Segment Start: Data to examine
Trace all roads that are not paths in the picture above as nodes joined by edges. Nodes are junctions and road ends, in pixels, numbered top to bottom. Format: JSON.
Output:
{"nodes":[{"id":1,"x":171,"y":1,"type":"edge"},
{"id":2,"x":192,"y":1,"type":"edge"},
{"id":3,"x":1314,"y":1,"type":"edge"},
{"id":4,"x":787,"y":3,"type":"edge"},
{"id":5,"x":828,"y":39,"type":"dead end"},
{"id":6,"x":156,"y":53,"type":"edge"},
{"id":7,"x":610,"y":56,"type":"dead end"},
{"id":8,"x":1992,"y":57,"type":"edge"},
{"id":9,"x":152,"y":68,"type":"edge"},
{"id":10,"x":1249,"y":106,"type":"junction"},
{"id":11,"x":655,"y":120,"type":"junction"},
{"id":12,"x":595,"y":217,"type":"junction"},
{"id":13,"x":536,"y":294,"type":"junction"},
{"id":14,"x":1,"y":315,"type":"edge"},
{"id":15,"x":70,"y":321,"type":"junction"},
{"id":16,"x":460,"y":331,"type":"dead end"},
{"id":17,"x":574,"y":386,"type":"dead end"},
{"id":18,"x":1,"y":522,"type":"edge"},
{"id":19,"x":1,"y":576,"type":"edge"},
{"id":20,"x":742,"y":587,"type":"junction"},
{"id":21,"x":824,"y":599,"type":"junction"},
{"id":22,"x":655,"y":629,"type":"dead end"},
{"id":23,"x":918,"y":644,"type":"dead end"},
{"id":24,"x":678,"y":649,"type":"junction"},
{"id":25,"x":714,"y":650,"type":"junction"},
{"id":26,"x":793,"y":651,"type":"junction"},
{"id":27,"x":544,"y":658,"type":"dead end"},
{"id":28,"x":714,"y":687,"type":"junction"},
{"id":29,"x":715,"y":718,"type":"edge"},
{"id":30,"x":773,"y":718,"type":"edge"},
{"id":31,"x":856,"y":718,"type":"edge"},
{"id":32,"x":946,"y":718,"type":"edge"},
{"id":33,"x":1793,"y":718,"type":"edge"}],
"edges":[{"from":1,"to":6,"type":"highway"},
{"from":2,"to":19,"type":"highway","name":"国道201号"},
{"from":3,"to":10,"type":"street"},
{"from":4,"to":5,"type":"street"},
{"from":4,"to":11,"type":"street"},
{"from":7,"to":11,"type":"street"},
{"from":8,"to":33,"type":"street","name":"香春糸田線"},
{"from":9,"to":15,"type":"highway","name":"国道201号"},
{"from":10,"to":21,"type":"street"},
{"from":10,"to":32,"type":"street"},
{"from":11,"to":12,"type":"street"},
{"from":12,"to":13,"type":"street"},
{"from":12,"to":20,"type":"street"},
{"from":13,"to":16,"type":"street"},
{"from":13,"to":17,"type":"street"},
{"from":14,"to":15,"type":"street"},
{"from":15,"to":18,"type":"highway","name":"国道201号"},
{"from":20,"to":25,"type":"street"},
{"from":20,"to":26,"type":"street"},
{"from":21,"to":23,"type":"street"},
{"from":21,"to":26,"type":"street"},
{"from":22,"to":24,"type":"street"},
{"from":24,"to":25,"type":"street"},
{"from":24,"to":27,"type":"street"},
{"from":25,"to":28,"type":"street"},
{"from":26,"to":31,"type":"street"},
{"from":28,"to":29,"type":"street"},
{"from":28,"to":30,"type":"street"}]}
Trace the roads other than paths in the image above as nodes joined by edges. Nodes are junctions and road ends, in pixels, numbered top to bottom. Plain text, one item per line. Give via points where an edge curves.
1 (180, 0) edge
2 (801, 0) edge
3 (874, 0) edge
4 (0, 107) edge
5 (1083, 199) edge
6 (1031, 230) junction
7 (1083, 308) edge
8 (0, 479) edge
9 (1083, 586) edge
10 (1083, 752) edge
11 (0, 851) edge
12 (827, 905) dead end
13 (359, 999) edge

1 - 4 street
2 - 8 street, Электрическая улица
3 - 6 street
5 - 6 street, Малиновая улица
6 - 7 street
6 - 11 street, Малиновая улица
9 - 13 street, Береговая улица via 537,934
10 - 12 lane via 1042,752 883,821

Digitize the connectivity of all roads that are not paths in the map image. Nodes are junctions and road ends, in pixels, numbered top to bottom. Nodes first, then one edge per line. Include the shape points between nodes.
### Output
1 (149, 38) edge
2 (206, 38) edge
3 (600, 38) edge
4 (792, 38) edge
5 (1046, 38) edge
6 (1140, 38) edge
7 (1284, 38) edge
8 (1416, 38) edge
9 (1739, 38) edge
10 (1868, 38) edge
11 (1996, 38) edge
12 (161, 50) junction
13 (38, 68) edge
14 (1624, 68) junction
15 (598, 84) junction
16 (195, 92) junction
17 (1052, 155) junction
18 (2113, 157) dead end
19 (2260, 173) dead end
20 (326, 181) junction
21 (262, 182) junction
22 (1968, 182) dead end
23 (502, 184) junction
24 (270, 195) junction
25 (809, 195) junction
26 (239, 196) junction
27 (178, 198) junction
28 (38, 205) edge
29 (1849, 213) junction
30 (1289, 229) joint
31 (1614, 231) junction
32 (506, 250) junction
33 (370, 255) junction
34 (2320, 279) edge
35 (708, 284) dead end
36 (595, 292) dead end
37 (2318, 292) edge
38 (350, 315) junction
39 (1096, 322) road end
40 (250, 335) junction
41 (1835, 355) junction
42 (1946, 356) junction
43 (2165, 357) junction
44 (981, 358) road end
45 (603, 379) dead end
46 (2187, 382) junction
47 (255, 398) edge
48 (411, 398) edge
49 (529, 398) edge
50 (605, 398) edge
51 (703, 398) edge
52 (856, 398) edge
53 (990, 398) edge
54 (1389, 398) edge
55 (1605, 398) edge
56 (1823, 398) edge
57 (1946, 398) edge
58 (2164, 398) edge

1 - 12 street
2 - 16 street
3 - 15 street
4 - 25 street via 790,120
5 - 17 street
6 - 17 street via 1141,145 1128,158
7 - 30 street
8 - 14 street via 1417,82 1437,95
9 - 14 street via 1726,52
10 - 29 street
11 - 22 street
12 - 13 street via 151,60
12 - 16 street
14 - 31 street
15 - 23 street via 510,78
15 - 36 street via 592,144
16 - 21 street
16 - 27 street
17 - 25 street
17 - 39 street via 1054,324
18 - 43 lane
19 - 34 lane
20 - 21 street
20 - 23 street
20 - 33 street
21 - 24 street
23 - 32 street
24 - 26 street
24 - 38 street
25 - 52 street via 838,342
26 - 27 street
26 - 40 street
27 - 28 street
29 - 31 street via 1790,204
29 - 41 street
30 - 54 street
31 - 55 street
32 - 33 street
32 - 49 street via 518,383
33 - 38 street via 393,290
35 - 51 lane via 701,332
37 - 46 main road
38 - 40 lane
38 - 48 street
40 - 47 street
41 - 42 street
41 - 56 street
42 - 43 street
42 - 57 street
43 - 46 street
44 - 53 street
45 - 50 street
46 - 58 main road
Segment End: Data to examine
### Your task
Every record above needs to be restated exactly.

### Completed exercise
Trace all roads that are not paths in the picture above as nodes joined by edges. Nodes are junctions and road ends, in pixels, numbered top to bottom. Format: JSON.
Output:
{"nodes":[{"id":1,"x":171,"y":1,"type":"edge"},
{"id":2,"x":192,"y":1,"type":"edge"},
{"id":3,"x":1314,"y":1,"type":"edge"},
{"id":4,"x":787,"y":3,"type":"edge"},
{"id":5,"x":828,"y":39,"type":"dead end"},
{"id":6,"x":156,"y":53,"type":"edge"},
{"id":7,"x":610,"y":56,"type":"dead end"},
{"id":8,"x":1992,"y":57,"type":"edge"},
{"id":9,"x":152,"y":68,"type":"edge"},
{"id":10,"x":1249,"y":106,"type":"junction"},
{"id":11,"x":655,"y":120,"type":"junction"},
{"id":12,"x":595,"y":217,"type":"junction"},
{"id":13,"x":536,"y":294,"type":"junction"},
{"id":14,"x":1,"y":315,"type":"edge"},
{"id":15,"x":70,"y":321,"type":"junction"},
{"id":16,"x":460,"y":331,"type":"dead end"},
{"id":17,"x":574,"y":386,"type":"dead end"},
{"id":18,"x":1,"y":522,"type":"edge"},
{"id":19,"x":1,"y":576,"type":"edge"},
{"id":20,"x":742,"y":587,"type":"junction"},
{"id":21,"x":824,"y":599,"type":"junction"},
{"id":22,"x":655,"y":629,"type":"dead end"},
{"id":23,"x":918,"y":644,"type":"dead end"},
{"id":24,"x":678,"y":649,"type":"junction"},
{"id":25,"x":714,"y":650,"type":"junction"},
{"id":26,"x":793,"y":651,"type":"junction"},
{"id":27,"x":544,"y":658,"type":"dead end"},
{"id":28,"x":714,"y":687,"type":"junction"},
{"id":29,"x":715,"y":718,"type":"edge"},
{"id":30,"x":773,"y":718,"type":"edge"},
{"id":31,"x":856,"y":718,"type":"edge"},
{"id":32,"x":946,"y":718,"type":"edge"},
{"id":33,"x":1793,"y":718,"type":"edge"}],
"edges":[{"from":1,"to":6,"type":"highway"},
{"from":2,"to":19,"type":"highway","name":"国道201号"},
{"from":3,"to":10,"type":"street"},
{"from":4,"to":5,"type":"street"},
{"from":4,"to":11,"type":"street"},
{"from":7,"to":11,"type":"street"},
{"from":8,"to":33,"type":"street","name":"香春糸田線"},
{"from":9,"to":15,"type":"highway","name":"国道201号"},
{"from":10,"to":21,"type":"street"},
{"from":10,"to":32,"type":"street"},
{"from":11,"to":12,"type":"street"},
{"from":12,"to":13,"type":"street"},
{"from":12,"to":20,"type":"street"},
{"from":13,"to":16,"type":"street"},
{"from":13,"to":17,"type":"street"},
{"from":14,"to":15,"type":"street"},
{"from":15,"to":18,"type":"highway","name":"国道201号"},
{"from":20,"to":25,"type":"street"},
{"from":20,"to":26,"type":"street"},
{"from":21,"to":23,"type":"street"},
{"from":21,"to":26,"type":"street"},
{"from":22,"to":24,"type":"street"},
{"from":24,"to":25,"type":"street"},
{"from":24,"to":27,"type":"street"},
{"from":25,"to":28,"type":"street"},
{"from":26,"to":31,"type":"street"},
{"from":28,"to":29,"type":"street"},
{"from":28,"to":30,"type":"street"}]}
Trace the roads other than paths in the image above as nodes joined by edges. Nodes are junctions and road ends, in pixels, numbered top to bottom. Plain text, one item per line. Give via points where an edge curves.
1 (180, 0) edge
2 (801, 0) edge
3 (874, 0) edge
4 (0, 107) edge
5 (1083, 199) edge
6 (1031, 230) junction
7 (1083, 308) edge
8 (0, 479) edge
9 (1083, 586) edge
10 (1083, 752) edge
11 (0, 851) edge
12 (827, 905) dead end
13 (359, 999) edge

1 - 4 street
2 - 8 street, Электрическая улица
3 - 6 street
5 - 6 street, Малиновая улица
6 - 7 street
6 - 11 street, Малиновая улица
9 - 13 street, Береговая улица via 537,934
10 - 12 lane via 1042,752 883,821

Digitize the connectivity of all roads that are not paths in the map image. Nodes are junctions and road ends, in pixels, numbered top to bottom. Nodes first, then one edge per line. Include the shape points between nodes.
### Output
1 (149, 38) edge
2 (206, 38) edge
3 (600, 38) edge
4 (792, 38) edge
5 (1046, 38) edge
6 (1140, 38) edge
7 (1284, 38) edge
8 (1416, 38) edge
9 (1739, 38) edge
10 (1868, 38) edge
11 (1996, 38) edge
12 (161, 50) junction
13 (38, 68) edge
14 (1624, 68) junction
15 (598, 84) junction
16 (195, 92) junction
17 (1052, 155) junction
18 (2113, 157) dead end
19 (2260, 173) dead end
20 (326, 181) junction
21 (262, 182) junction
22 (1968, 182) dead end
23 (502, 184) junction
24 (270, 195) junction
25 (809, 195) junction
26 (239, 196) junction
27 (178, 198) junction
28 (38, 205) edge
29 (1849, 213) junction
30 (1289, 229) joint
31 (1614, 231) junction
32 (506, 250) junction
33 (370, 255) junction
34 (2320, 279) edge
35 (708, 284) dead end
36 (595, 292) dead end
37 (2318, 292) edge
38 (350, 315) junction
39 (1096, 322) road end
40 (250, 335) junction
41 (1835, 355) junction
42 (1946, 356) junction
43 (2165, 357) junction
44 (981, 358) road end
45 (603, 379) dead end
46 (2187, 382) junction
47 (255, 398) edge
48 (411, 398) edge
49 (529, 398) edge
50 (605, 398) edge
51 (703, 398) edge
52 (856, 398) edge
53 (990, 398) edge
54 (1389, 398) edge
55 (1605, 398) edge
56 (1823, 398) edge
57 (1946, 398) edge
58 (2164, 398) edge

1 - 12 street
2 - 16 street
3 - 15 street
4 - 25 street via 790,120
5 - 17 street
6 - 17 street via 1141,145 1128,158
7 - 30 street
8 - 14 street via 1417,82 1437,95
9 - 14 street via 1726,52
10 - 29 street
11 - 22 street
12 - 13 street via 151,60
12 - 16 street
14 - 31 street
15 - 23 street via 510,78
15 - 36 street via 592,144
16 - 21 street
16 - 27 street
17 - 25 street
17 - 39 street via 1054,324
18 - 43 lane
19 - 34 lane
20 - 21 street
20 - 23 street
20 - 33 street
21 - 24 street
23 - 32 street
24 - 26 street
24 - 38 street
25 - 52 street via 838,342
26 - 27 street
26 - 40 street
27 - 28 street
29 - 31 street via 1790,204
29 - 41 street
30 - 54 street
31 - 55 street
32 - 33 street
32 - 49 street via 518,383
33 - 38 street via 393,290
35 - 51 lane via 701,332
37 - 46 main road
38 - 40 lane
38 - 48 street
40 - 47 street
41 - 42 street
41 - 56 street
42 - 43 street
42 - 57 street
43 - 46 street
44 - 53 street
45 - 50 street
46 - 58 main road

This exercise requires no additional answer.